START TASK INPUT

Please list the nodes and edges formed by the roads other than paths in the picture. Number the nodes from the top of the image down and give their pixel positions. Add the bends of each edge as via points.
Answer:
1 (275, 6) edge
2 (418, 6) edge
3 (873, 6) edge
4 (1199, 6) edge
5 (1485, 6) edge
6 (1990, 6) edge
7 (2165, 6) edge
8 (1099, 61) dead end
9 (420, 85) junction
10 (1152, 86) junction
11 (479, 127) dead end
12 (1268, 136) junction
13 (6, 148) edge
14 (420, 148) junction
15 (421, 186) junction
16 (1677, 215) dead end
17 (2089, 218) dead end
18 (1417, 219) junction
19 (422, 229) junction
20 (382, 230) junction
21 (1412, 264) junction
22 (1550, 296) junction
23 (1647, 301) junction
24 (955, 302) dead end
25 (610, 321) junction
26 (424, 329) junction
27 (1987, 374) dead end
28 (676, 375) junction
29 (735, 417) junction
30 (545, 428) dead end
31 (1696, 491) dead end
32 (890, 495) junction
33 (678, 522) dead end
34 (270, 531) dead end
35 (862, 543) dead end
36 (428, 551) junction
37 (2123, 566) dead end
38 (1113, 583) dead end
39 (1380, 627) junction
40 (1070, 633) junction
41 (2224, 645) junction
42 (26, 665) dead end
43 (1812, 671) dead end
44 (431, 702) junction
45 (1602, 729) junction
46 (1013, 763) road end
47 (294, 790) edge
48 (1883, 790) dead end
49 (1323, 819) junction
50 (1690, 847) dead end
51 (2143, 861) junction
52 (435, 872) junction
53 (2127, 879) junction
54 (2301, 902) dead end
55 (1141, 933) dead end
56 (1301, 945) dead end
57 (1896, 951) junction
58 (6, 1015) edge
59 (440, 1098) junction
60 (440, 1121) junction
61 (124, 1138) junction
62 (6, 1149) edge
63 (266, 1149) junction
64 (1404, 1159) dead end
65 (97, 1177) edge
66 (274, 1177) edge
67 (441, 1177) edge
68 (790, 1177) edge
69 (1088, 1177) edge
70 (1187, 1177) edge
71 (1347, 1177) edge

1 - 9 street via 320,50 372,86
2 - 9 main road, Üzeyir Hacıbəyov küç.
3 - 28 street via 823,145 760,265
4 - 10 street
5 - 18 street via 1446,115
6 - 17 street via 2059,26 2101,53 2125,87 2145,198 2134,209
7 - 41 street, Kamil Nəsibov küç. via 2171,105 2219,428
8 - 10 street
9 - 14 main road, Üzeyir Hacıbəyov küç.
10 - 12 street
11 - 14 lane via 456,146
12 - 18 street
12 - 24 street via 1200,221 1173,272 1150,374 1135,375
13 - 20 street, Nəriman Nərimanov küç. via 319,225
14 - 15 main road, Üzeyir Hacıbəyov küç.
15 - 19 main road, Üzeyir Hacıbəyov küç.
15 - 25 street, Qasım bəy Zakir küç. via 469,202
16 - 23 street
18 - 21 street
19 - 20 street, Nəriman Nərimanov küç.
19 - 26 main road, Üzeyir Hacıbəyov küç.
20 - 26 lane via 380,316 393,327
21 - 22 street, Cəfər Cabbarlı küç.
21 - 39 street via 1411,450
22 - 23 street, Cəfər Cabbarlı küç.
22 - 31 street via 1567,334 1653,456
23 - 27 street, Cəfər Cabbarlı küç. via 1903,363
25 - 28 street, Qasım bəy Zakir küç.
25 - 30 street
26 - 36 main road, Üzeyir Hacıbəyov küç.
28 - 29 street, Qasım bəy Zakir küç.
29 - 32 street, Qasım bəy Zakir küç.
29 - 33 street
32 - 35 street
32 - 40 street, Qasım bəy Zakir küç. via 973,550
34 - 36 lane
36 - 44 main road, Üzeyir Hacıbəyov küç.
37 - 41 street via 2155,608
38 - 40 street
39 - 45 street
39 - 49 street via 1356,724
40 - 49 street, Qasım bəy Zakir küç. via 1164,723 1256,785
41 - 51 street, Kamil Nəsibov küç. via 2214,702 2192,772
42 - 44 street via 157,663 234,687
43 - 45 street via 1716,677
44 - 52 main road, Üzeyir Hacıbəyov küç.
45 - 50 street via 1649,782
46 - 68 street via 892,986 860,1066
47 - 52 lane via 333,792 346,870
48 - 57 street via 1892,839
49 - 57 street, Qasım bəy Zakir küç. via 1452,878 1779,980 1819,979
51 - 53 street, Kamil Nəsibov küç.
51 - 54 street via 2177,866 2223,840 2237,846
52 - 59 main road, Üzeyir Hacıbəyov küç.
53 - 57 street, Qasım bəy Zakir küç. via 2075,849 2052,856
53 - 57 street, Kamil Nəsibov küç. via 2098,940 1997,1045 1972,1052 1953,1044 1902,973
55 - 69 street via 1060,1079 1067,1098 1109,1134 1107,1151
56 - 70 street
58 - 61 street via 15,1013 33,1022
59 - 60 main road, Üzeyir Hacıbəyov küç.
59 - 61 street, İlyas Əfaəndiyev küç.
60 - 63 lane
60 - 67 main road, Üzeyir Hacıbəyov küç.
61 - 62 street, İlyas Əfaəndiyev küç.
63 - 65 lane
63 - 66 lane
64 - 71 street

END TASK INPUT

* [PROBLEM STATEMENT] If a line in the data above includes the string "Nəsibov", copy it.

* [TASK RESPONSE]
7 - 41 street, Kamil Nəsibov küç. via 2171,105 2219,428
41 - 51 street, Kamil Nəsibov küç. via 2214,702 2192,772
51 - 53 street, Kamil Nəsibov küç.
53 - 57 street, Kamil Nəsibov küç. via 2098,940 1997,1045 1972,1052 1953,1044 1902,973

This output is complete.